The word "Ленина" marks the lines to report; pull each of them from the listing.
▼▼▼
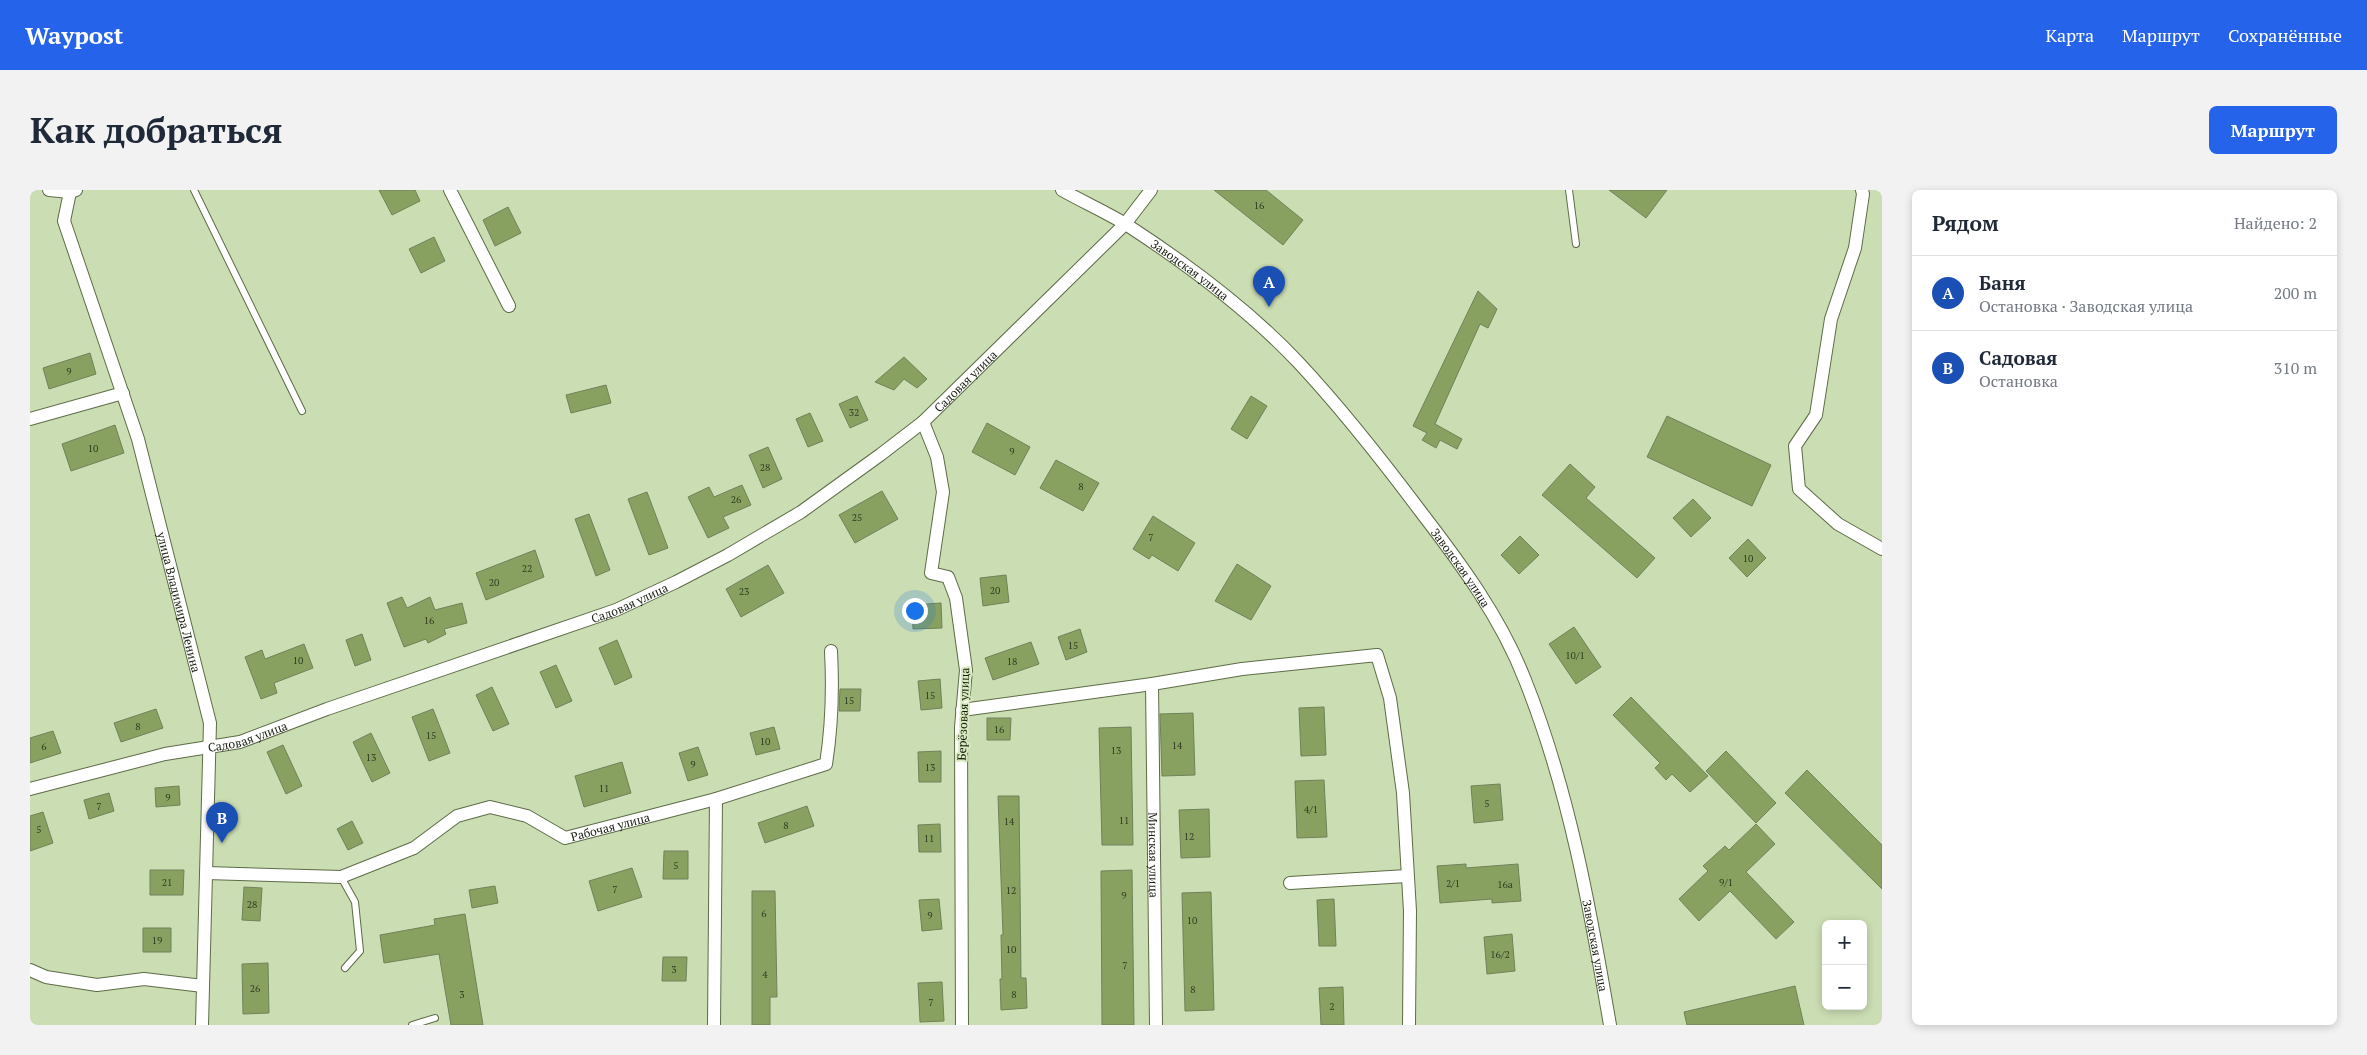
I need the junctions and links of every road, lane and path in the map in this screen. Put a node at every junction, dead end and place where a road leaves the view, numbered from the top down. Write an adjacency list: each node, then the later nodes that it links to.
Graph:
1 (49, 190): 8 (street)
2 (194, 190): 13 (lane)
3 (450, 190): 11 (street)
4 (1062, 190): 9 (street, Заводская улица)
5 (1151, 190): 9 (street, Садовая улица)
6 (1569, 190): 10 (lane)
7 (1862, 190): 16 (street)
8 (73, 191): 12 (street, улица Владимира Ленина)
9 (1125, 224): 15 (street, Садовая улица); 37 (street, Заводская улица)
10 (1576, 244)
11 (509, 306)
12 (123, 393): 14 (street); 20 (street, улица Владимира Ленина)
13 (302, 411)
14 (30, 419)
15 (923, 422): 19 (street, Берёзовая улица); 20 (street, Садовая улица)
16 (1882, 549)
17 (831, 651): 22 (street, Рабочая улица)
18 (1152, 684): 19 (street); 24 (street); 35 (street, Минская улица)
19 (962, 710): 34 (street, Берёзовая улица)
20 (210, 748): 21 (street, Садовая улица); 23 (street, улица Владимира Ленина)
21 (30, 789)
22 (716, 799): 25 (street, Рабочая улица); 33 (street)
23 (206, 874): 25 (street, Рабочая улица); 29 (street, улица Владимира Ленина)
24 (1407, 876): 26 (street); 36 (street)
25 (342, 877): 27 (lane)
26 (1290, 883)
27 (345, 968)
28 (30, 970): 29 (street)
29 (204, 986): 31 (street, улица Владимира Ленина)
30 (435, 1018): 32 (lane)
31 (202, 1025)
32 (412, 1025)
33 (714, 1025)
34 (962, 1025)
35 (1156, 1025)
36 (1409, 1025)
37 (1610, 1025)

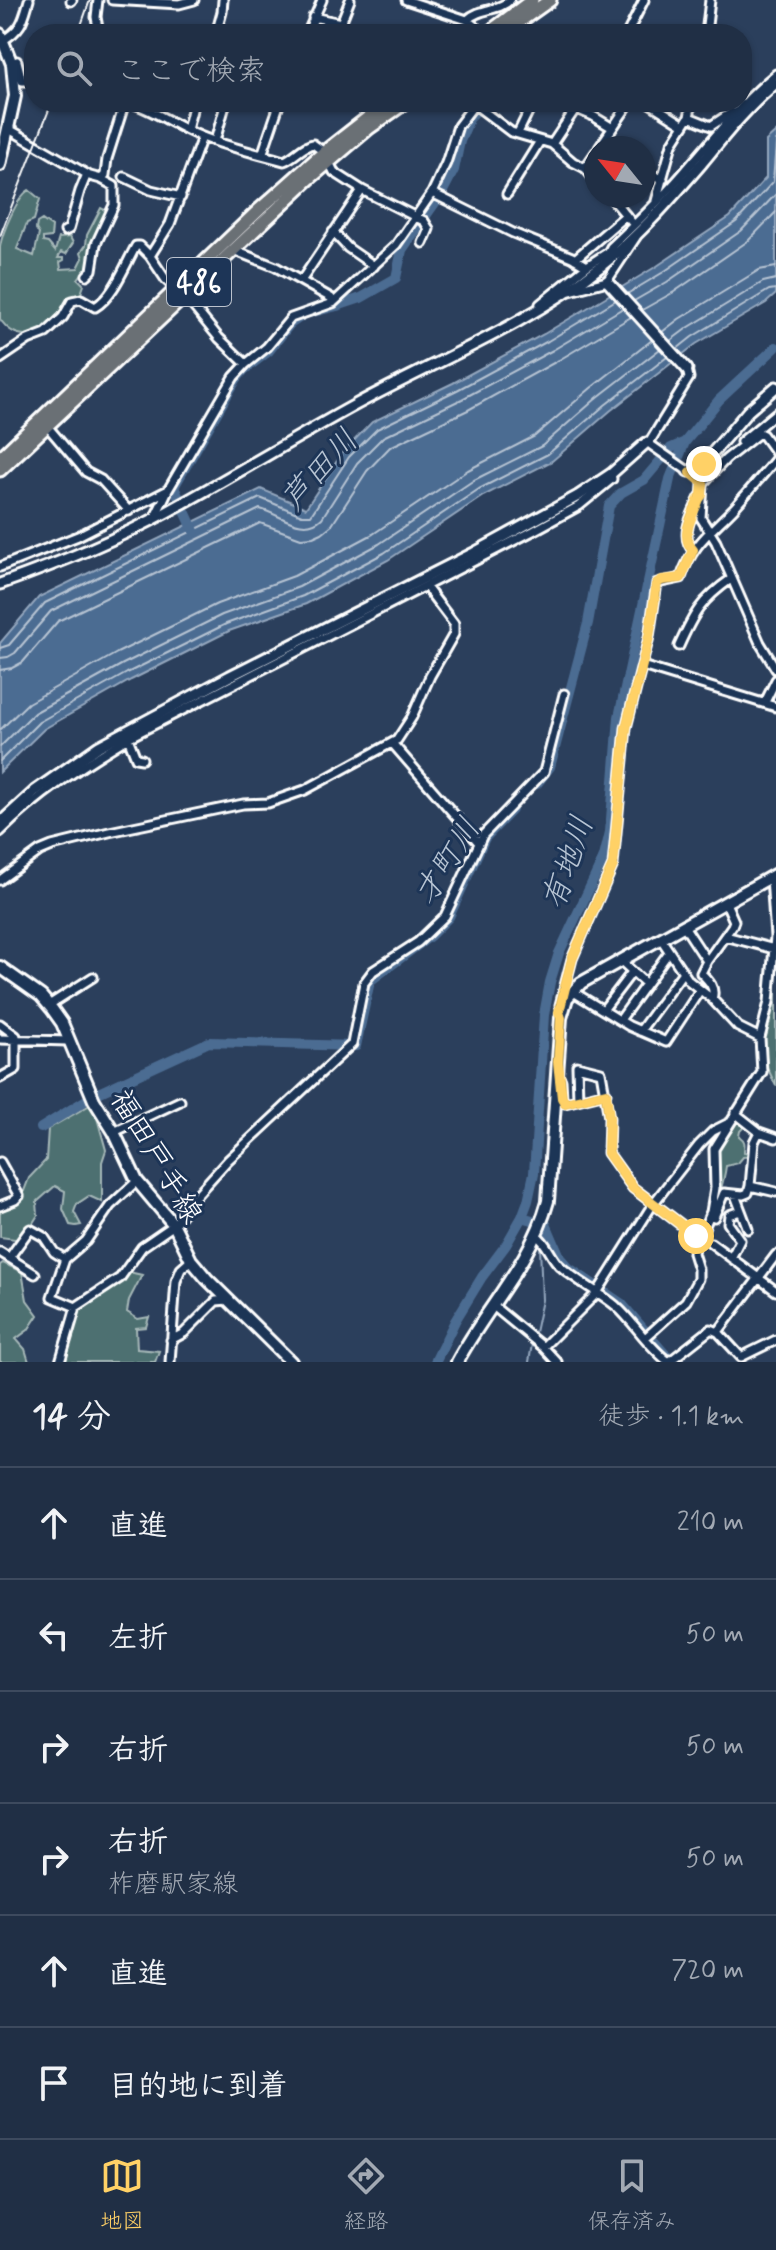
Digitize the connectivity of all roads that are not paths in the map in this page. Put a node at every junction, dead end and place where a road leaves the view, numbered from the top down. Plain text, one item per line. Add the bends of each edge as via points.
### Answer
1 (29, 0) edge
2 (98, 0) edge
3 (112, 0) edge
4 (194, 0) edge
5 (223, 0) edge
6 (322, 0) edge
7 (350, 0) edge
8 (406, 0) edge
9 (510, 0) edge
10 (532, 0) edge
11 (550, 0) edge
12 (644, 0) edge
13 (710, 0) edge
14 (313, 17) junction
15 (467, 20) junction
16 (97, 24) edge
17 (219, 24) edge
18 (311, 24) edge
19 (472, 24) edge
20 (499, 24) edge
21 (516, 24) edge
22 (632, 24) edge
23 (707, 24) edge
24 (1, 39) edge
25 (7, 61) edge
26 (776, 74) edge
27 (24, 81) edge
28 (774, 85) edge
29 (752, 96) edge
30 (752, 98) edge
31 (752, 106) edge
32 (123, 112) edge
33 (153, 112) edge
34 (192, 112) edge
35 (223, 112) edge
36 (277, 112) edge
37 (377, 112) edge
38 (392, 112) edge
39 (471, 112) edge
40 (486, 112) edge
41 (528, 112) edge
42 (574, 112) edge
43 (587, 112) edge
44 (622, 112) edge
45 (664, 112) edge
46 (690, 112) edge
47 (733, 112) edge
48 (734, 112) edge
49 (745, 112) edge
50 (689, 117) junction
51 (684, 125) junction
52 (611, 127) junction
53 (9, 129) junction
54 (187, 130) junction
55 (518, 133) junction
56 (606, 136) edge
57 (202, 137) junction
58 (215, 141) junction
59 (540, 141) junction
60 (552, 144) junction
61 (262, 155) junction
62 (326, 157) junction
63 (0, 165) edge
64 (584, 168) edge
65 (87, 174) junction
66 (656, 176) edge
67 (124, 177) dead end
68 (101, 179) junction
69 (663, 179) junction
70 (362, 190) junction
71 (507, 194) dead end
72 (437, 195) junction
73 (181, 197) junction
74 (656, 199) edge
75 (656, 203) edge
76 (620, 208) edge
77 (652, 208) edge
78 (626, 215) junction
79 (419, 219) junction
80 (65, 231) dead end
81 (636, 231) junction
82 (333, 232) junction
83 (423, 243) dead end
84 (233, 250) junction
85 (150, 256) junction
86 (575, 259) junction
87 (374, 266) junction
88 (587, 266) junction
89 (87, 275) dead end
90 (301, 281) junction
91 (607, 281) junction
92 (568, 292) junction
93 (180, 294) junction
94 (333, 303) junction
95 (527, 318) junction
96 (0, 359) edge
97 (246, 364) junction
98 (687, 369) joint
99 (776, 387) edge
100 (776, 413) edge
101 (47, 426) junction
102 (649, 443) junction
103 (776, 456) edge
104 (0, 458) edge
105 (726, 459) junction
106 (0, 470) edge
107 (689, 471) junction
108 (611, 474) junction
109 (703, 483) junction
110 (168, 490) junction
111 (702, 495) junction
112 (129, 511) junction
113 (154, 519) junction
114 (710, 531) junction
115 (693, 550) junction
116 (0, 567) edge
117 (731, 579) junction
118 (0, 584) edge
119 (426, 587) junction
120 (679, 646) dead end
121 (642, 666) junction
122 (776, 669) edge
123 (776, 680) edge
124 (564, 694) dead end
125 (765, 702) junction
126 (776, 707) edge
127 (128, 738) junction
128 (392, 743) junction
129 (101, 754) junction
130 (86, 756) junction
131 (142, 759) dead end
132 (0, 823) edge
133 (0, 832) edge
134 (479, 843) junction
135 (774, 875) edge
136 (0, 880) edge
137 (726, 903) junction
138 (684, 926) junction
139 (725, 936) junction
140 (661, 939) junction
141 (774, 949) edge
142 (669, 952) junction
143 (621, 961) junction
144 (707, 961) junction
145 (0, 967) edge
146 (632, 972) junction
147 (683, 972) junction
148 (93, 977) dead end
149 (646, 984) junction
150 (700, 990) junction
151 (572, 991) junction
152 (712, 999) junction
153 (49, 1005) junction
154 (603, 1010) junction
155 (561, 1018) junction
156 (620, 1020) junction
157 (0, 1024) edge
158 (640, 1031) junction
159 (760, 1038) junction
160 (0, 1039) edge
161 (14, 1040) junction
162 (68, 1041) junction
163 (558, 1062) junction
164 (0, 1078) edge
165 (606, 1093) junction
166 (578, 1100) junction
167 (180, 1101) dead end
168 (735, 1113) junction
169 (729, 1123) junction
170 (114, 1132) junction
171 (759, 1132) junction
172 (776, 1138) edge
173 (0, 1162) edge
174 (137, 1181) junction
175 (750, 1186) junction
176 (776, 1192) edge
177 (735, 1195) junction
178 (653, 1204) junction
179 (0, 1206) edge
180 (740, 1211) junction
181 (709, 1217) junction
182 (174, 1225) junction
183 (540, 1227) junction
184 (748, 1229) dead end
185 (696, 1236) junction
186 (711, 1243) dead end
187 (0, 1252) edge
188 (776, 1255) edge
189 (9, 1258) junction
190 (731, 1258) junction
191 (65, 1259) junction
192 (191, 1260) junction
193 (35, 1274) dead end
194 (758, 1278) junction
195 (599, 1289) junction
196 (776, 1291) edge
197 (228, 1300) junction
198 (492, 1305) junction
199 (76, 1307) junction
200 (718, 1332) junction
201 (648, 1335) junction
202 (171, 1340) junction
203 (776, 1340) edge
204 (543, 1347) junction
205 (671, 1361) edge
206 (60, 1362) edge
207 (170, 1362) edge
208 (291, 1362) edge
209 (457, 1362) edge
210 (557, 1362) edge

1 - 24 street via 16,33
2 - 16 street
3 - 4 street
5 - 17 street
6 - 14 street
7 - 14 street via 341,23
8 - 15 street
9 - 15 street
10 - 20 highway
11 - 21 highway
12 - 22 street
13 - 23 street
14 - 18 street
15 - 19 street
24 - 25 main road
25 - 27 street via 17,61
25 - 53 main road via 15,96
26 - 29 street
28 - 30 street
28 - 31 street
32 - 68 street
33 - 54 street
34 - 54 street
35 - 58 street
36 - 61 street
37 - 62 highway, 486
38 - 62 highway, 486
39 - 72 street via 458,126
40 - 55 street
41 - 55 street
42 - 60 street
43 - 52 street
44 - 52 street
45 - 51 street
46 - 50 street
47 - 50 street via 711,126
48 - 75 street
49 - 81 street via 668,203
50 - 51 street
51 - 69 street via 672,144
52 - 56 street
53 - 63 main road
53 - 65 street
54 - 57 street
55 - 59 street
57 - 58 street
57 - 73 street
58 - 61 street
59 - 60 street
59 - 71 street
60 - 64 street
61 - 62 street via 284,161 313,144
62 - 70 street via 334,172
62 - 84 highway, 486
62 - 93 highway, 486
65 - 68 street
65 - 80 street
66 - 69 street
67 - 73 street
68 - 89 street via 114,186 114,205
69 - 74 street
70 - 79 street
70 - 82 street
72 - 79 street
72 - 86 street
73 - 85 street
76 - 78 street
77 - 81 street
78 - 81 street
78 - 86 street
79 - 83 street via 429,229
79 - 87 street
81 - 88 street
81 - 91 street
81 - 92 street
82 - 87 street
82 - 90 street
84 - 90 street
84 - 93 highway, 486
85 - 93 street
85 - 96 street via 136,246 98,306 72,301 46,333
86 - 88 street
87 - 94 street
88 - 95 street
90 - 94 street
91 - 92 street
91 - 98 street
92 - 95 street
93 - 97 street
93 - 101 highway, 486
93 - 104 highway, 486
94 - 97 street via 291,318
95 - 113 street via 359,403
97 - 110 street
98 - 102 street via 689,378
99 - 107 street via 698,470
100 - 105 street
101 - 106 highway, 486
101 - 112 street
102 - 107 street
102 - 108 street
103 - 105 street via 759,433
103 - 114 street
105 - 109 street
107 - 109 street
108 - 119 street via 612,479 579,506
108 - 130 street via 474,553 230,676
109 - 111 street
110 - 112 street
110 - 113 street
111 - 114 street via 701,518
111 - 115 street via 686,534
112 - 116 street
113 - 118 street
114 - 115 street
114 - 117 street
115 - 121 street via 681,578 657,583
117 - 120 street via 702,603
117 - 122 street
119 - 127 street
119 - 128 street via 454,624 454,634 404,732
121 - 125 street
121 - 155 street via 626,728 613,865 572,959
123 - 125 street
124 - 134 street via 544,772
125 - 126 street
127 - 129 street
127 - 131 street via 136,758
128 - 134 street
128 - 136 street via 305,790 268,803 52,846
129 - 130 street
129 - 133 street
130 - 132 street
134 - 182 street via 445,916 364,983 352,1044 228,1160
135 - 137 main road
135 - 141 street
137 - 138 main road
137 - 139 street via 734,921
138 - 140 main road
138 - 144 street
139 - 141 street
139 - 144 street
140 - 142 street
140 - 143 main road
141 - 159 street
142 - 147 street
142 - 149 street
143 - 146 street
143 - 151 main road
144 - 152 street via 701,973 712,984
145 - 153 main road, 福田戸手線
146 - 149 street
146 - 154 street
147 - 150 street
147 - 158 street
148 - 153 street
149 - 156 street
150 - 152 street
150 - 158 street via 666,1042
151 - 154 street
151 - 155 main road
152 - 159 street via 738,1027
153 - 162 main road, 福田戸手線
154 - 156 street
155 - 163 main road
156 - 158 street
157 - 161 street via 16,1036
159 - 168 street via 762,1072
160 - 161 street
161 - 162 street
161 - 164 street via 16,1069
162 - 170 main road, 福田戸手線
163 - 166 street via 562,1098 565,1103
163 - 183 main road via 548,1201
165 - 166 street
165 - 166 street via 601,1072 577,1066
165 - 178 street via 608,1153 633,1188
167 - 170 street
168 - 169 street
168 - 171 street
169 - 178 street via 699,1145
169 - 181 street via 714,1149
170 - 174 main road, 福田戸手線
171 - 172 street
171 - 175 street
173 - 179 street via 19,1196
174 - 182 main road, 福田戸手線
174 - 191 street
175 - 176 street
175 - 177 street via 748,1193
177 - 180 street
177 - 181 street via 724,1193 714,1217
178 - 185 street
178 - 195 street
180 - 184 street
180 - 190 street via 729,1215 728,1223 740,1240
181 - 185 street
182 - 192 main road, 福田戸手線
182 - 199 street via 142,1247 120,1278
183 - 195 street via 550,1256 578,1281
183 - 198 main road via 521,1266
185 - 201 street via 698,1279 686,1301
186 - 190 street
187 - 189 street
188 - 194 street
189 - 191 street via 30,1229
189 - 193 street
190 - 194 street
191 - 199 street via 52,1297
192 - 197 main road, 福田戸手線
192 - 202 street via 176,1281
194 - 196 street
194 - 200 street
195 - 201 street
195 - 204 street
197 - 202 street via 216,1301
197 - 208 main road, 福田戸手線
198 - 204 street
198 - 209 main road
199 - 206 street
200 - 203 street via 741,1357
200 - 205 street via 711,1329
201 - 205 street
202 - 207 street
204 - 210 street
▲▲▲
> _Task response_
8 (73, 191): 12 (street, улица Владимира Ленина)
12 (123, 393): 14 (street); 20 (street, улица Владимира Ленина)
20 (210, 748): 21 (street, Садовая улица); 23 (street, улица Владимира Ленина)
23 (206, 874): 25 (street, Рабочая улица); 29 (street, улица Владимира Ленина)
29 (204, 986): 31 (street, улица Владимира Ленина)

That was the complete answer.